In Sunday's incident, which climaxed a series of peace protests across Britain, about 450 people stormed the main gate of the heavily-guarded RAF Fairford complex and pulled it open, taking the police by surprise. The perimeter fence was torn down and some of the protesters even managed to enter the base but were quickly captured after a scuffle with securitymen. Ten persons were arrested.
Organisers said they believed the base would be used by the U.S. B2 stealth bombers in the event of a war with Iraq. Television pictures of the protesters climbing over the fence and breaking into the air base must have embarrassed the Government, which is desperately trying to make a "moral" case for a war.
The protest came as Labour MPs prepared to challenge the Prime Minister, Tony Blair's Iraq policy in the Commons and a senior Cabinet Minister, Clare Short, said she was having "sleepless nights" over the prospects of a war. Mr. Blair, who is under pressure not to plunge the country into a military conflict without Parliament's approval, is expected to face some tough questions from his own MPs when the Commons votes on a motion on Iraq on Wednesday.
The anti-war MPs warned against a backbench "revolt" and said up to 150 MPs could vote against Mr. Blair's policy. "I think we will get quite a good vote and that will show that the House is completely divided. It is unprecedented to send our servicemen and women into military action when we're not being invaded or threatened,'' a senior Labour MP, Alice Mahon, said.

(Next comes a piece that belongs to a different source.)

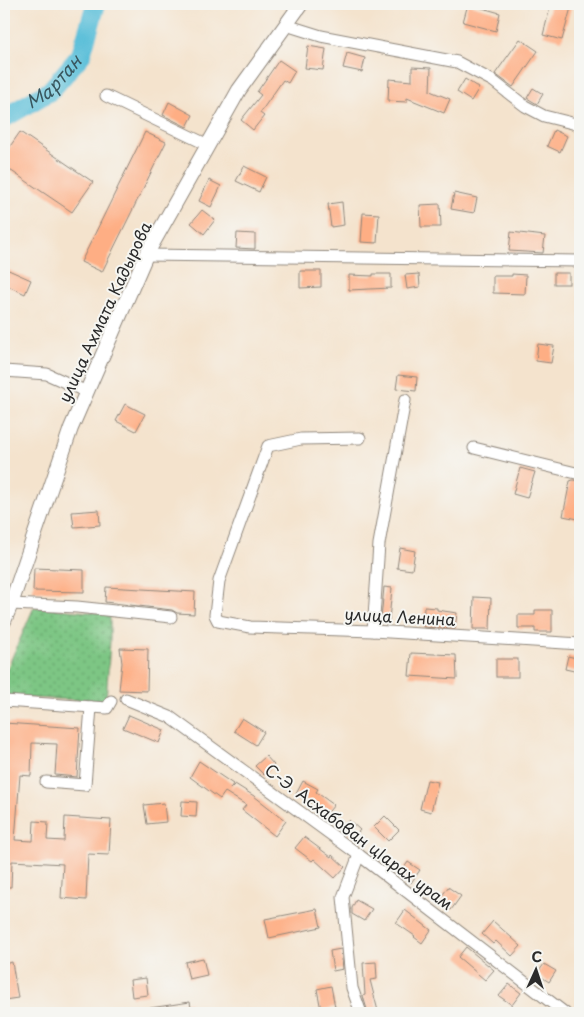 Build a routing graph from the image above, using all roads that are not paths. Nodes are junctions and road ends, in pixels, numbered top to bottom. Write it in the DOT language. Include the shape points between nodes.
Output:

Another Labour MP and former Defence Minister, Peter Kilfoyle, described the coming vote as "make-up-your-mind time" and accused Mr. Blair of being engaged in a "drive for war".
He said he would demand an amendment to the Government motion to say that the case for war was not proven.
The Government motion will not mention military action and simply talk about disarming Iraq through the U.N.
Meanwhile, the Defence Secretary, Geoff Hoon, told British troops in the Gulf to be ready for war, which he blamed squarely on Iraq. "What is now abundantly clear is that the choice of what happens next rests in Baghdad. We must... send a clear message to Saddam Hussein: You cannot win, you can only comply and disarm or be defeated the choice is yours," he said.